_Task instructions:_
Reproduce each line of the entries that carries "dead".
------------
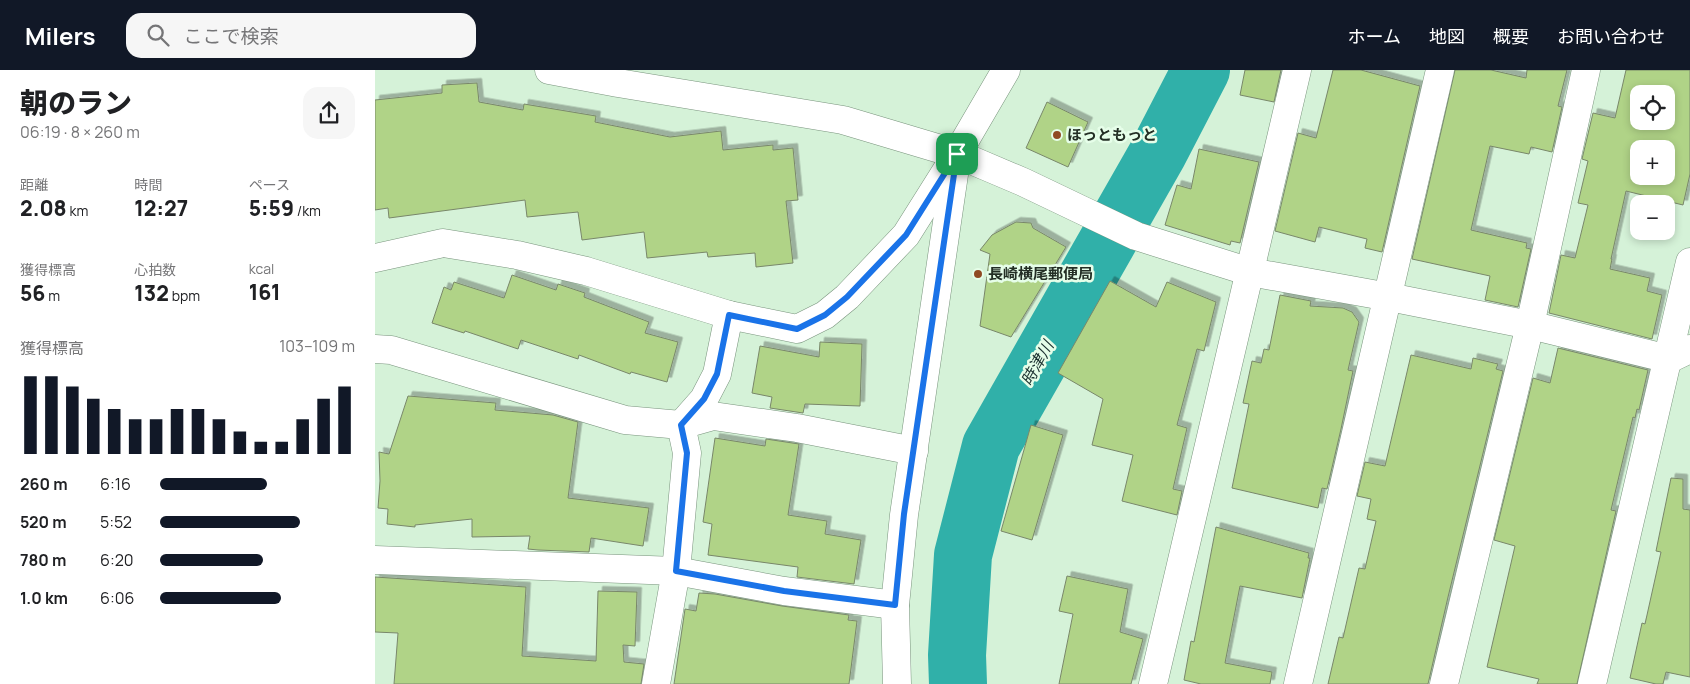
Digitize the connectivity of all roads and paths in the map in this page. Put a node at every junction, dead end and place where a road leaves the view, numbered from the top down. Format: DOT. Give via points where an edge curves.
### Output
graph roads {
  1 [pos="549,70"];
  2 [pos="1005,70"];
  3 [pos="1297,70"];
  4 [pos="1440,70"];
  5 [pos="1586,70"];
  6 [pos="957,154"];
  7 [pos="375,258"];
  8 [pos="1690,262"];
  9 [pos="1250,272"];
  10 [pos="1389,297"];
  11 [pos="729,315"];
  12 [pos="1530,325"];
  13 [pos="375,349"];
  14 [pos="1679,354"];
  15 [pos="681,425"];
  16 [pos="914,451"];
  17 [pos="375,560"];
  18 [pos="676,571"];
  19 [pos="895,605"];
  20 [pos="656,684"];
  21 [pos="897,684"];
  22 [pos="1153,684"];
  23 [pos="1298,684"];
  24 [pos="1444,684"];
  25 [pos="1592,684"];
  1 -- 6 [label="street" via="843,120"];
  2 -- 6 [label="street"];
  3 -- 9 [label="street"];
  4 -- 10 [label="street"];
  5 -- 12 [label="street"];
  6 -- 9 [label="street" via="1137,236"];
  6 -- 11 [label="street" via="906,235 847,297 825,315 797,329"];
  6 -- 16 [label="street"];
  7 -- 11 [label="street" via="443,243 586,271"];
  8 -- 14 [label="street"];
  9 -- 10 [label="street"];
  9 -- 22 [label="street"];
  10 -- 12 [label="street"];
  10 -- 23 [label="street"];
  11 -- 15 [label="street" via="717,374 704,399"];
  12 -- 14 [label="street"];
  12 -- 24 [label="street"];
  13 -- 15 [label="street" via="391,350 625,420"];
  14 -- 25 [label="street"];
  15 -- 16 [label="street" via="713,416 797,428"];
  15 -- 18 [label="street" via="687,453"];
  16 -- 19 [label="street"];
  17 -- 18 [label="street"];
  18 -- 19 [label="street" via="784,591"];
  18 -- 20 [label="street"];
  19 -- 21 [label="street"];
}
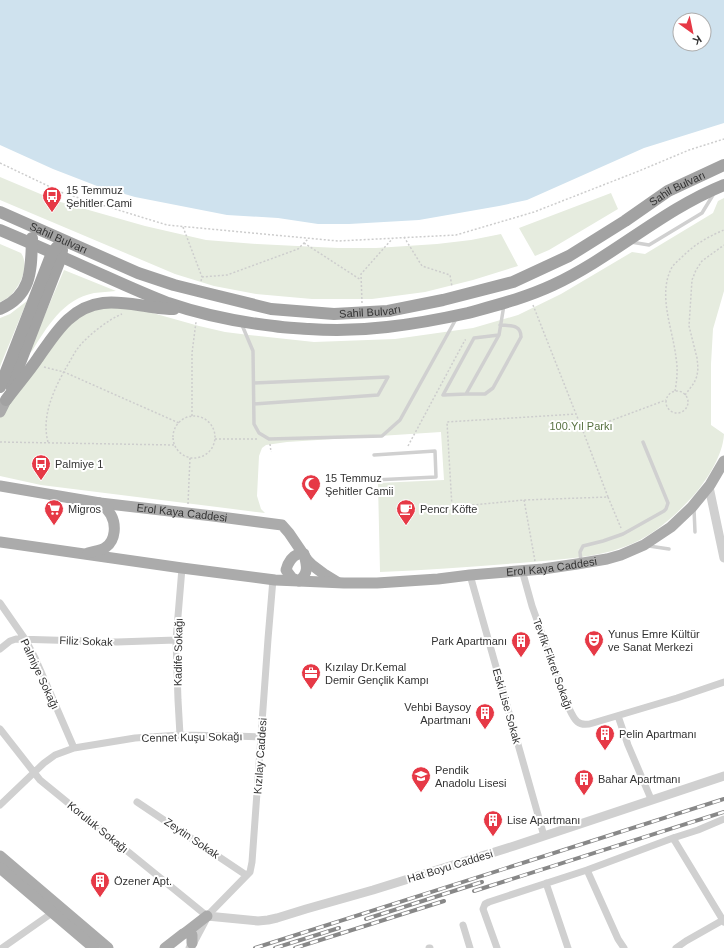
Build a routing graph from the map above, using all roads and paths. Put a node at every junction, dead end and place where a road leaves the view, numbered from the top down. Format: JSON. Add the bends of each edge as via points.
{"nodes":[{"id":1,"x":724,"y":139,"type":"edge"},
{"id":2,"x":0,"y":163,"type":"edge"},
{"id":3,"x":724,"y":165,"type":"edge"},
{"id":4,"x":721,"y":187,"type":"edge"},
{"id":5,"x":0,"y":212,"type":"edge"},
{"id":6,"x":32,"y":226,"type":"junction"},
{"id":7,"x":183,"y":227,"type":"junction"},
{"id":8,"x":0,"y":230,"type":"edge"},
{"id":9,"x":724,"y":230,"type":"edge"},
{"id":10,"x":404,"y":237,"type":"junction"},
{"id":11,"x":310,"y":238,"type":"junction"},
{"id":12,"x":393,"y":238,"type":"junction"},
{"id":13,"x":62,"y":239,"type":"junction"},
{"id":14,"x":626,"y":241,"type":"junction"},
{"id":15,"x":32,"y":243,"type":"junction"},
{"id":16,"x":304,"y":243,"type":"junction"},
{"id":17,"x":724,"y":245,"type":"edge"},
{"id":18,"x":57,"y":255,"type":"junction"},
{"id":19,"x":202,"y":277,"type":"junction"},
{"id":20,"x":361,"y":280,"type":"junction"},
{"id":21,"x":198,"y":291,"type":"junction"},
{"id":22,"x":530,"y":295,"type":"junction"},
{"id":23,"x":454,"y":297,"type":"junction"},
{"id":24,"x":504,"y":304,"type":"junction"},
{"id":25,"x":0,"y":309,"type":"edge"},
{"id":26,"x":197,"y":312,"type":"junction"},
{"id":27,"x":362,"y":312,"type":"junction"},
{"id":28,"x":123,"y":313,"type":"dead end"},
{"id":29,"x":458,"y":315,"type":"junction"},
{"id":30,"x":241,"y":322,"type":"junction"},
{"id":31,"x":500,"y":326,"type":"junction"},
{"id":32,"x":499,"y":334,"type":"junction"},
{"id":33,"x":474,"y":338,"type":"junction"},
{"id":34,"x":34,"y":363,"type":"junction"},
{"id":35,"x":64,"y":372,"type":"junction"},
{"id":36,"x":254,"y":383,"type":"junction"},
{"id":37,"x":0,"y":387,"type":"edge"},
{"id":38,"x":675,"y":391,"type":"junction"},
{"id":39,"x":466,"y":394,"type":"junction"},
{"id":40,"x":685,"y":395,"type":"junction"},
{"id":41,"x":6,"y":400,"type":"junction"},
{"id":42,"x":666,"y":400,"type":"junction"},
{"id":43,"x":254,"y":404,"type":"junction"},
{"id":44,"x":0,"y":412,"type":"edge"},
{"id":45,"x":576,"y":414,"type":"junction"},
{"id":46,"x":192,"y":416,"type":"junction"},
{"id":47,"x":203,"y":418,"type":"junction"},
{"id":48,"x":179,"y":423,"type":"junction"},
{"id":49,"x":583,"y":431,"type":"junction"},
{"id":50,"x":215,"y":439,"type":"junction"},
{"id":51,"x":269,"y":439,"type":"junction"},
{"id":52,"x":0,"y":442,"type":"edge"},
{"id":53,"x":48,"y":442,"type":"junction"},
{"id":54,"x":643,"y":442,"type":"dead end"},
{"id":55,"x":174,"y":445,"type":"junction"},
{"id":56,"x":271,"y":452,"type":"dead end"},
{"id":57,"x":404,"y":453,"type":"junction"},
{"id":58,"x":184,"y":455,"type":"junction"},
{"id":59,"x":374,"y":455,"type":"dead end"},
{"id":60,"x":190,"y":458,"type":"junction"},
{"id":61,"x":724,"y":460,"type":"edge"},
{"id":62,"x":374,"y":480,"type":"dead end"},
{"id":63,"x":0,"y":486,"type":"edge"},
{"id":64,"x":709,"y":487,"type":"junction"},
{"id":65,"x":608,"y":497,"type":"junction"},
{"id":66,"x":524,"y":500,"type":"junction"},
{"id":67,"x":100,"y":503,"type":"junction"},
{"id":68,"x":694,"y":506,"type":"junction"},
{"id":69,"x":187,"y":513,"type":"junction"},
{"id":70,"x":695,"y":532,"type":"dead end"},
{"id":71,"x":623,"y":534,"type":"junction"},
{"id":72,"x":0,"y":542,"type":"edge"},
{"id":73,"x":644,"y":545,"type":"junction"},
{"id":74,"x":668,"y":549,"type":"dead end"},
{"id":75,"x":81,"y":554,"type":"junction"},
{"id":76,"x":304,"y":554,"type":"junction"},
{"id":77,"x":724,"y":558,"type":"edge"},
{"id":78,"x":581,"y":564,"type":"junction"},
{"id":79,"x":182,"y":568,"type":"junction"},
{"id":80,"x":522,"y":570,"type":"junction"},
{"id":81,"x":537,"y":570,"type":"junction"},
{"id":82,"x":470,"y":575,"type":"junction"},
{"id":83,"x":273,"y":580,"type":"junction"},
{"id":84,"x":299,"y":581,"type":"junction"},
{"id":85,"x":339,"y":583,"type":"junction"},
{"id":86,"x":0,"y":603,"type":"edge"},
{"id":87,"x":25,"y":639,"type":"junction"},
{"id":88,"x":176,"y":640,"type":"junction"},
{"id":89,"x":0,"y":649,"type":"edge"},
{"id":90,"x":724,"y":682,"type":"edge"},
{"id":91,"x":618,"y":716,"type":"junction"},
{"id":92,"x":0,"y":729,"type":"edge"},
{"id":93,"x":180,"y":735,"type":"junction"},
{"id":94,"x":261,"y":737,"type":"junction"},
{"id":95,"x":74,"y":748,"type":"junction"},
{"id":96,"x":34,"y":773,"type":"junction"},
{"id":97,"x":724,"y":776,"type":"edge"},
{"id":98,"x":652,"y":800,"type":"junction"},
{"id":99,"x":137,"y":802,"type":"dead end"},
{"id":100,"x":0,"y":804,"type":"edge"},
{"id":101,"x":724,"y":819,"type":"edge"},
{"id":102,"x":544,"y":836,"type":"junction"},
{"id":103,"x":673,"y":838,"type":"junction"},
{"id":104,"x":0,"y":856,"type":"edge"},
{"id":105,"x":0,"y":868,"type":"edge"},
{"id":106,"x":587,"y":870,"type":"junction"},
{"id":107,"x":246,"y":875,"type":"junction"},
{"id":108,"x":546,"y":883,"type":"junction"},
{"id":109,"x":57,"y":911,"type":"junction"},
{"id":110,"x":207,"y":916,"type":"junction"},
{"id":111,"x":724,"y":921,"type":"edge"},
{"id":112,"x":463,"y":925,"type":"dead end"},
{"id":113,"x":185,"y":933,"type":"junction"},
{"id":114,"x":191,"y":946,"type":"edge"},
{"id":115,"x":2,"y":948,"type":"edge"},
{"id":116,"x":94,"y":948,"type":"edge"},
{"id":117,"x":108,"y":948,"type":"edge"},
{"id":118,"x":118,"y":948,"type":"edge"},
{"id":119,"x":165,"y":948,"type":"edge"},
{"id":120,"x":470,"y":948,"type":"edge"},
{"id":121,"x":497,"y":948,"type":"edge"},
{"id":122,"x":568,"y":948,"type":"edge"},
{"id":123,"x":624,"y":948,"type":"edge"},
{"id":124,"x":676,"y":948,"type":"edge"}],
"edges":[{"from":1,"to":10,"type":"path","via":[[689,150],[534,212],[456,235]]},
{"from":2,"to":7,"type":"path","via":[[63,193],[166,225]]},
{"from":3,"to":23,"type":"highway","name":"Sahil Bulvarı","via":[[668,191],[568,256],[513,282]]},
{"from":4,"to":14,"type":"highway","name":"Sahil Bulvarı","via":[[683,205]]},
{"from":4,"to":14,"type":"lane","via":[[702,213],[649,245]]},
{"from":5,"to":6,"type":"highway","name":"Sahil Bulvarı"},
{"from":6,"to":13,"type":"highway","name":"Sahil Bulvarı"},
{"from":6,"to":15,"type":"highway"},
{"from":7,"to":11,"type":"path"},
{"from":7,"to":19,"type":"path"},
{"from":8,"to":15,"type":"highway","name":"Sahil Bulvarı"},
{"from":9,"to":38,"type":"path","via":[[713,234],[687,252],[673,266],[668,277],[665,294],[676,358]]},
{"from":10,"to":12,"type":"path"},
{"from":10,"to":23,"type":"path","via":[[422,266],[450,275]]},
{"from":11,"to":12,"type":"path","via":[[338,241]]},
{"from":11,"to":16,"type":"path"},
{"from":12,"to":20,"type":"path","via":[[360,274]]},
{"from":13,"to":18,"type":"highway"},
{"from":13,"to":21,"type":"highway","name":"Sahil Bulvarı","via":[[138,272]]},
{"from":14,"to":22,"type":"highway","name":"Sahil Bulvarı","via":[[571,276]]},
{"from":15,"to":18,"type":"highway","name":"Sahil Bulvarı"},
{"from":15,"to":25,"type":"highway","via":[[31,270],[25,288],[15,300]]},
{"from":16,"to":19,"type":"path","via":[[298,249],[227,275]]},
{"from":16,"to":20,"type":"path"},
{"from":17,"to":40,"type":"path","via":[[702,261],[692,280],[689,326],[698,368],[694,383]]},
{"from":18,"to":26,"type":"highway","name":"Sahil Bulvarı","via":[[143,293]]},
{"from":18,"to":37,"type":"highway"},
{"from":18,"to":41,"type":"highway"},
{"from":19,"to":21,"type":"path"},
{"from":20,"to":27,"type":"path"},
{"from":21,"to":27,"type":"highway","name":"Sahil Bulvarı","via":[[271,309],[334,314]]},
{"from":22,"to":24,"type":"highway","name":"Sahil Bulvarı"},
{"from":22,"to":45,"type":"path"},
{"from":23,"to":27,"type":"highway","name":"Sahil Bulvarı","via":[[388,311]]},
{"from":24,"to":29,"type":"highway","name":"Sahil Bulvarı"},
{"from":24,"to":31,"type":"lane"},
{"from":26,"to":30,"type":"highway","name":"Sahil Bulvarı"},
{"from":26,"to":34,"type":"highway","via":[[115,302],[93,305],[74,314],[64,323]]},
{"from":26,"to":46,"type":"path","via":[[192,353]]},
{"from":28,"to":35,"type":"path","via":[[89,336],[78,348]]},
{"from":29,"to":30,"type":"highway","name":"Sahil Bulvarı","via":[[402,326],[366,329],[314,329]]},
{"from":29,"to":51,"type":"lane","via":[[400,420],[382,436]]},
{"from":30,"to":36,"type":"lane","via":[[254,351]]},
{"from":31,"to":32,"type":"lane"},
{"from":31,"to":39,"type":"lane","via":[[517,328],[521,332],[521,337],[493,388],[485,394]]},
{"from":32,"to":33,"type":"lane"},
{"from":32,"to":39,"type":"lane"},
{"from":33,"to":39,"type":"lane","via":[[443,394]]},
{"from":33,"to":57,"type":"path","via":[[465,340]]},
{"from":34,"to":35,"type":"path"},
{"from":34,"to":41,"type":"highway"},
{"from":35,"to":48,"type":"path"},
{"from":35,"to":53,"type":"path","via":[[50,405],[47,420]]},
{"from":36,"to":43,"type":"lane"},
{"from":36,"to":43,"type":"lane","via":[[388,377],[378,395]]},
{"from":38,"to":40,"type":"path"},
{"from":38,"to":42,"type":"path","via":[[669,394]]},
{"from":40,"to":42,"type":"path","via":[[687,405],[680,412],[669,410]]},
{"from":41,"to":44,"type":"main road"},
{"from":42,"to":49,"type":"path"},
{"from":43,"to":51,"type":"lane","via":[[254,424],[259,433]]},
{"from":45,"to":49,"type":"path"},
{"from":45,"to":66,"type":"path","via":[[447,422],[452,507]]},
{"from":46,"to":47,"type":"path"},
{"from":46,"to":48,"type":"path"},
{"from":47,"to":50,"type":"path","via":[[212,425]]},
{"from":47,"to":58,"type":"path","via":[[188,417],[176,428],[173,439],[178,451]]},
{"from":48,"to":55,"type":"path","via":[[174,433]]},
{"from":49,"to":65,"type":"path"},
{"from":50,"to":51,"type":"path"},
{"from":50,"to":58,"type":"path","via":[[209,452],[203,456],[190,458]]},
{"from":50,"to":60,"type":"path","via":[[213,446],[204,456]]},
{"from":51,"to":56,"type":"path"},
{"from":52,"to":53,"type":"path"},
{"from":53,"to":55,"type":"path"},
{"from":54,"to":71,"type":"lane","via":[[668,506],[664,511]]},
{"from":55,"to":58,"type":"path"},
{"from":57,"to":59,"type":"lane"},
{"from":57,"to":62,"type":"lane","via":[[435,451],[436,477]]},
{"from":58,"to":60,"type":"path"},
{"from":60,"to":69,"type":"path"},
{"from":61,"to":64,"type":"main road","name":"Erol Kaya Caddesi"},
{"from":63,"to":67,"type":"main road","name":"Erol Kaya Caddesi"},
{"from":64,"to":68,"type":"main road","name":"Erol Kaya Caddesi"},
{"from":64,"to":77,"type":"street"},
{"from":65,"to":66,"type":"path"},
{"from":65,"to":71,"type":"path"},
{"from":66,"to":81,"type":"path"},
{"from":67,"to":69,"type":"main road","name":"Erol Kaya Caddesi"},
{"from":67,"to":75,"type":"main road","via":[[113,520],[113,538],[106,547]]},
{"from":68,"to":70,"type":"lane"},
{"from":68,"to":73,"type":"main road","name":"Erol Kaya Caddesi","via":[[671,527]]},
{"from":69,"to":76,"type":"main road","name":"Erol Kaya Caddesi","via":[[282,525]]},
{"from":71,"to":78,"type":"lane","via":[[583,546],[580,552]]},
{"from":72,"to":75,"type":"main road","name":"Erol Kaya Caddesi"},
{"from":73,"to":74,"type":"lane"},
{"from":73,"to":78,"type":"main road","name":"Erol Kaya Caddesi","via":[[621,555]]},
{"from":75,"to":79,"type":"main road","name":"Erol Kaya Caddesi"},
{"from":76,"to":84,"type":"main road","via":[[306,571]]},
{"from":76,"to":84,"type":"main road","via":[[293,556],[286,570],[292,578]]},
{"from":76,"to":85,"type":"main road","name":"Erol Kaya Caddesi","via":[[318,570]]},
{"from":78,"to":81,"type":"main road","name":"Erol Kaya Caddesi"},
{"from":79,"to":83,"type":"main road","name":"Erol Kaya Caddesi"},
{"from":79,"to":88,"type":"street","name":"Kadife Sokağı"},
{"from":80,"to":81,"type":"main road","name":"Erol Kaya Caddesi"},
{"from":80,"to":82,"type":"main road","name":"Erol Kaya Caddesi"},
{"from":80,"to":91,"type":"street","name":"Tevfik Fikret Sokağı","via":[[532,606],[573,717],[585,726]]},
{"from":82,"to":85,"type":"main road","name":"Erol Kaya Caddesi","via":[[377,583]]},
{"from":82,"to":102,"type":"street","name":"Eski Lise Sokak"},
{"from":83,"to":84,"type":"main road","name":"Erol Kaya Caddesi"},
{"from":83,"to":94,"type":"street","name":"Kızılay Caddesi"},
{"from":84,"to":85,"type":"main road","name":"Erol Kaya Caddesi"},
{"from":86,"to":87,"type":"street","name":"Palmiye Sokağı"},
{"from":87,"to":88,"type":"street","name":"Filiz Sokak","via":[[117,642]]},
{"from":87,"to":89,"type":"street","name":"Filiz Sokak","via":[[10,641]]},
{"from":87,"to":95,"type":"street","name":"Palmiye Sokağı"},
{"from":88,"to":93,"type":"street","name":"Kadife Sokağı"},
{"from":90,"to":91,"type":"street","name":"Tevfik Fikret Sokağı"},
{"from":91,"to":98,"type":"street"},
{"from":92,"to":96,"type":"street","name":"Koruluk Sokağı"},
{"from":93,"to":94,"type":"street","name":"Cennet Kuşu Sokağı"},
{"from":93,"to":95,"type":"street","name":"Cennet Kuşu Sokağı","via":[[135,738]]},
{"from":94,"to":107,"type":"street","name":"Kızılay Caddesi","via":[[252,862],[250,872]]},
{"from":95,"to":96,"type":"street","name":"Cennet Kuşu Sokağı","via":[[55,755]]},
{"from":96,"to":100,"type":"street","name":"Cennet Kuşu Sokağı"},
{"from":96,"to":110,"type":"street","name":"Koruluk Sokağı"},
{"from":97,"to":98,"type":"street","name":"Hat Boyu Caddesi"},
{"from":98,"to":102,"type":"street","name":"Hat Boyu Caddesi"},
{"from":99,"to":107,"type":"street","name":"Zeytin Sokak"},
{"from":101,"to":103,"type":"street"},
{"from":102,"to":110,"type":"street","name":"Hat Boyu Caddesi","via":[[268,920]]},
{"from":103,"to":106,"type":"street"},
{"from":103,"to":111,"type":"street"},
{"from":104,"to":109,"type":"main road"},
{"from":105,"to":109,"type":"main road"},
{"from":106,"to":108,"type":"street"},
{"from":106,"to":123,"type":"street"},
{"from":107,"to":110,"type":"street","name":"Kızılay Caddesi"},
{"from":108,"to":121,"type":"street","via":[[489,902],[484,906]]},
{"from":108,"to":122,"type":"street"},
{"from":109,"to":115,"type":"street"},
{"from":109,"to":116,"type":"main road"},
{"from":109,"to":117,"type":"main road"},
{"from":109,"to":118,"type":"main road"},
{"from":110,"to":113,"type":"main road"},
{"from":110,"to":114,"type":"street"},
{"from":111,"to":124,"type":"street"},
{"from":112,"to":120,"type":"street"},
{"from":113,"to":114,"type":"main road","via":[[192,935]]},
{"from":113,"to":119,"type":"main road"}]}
------------
_Solution:_
Digitize the connectivity of all roads and paths in the map in this page. Put a node at every junction, dead end and place where a road leaves the view, numbered from the top down. Format: DOT. Give via points where an edge curves.
Build a routing graph from the map above, using all roads and paths. Put a node at every junction, dead end and place where a road leaves the view, numbered from the top down. Format: JSON. Add the bends of each edge as via points.
{"id":28,"x":123,"y":313,"type":"dead end"},
{"id":54,"x":643,"y":442,"type":"dead end"},
{"id":56,"x":271,"y":452,"type":"dead end"},
{"id":59,"x":374,"y":455,"type":"dead end"},
{"id":62,"x":374,"y":480,"type":"dead end"},
{"id":70,"x":695,"y":532,"type":"dead end"},
{"id":74,"x":668,"y":549,"type":"dead end"},
{"id":99,"x":137,"y":802,"type":"dead end"},
{"id":112,"x":463,"y":925,"type":"dead end"},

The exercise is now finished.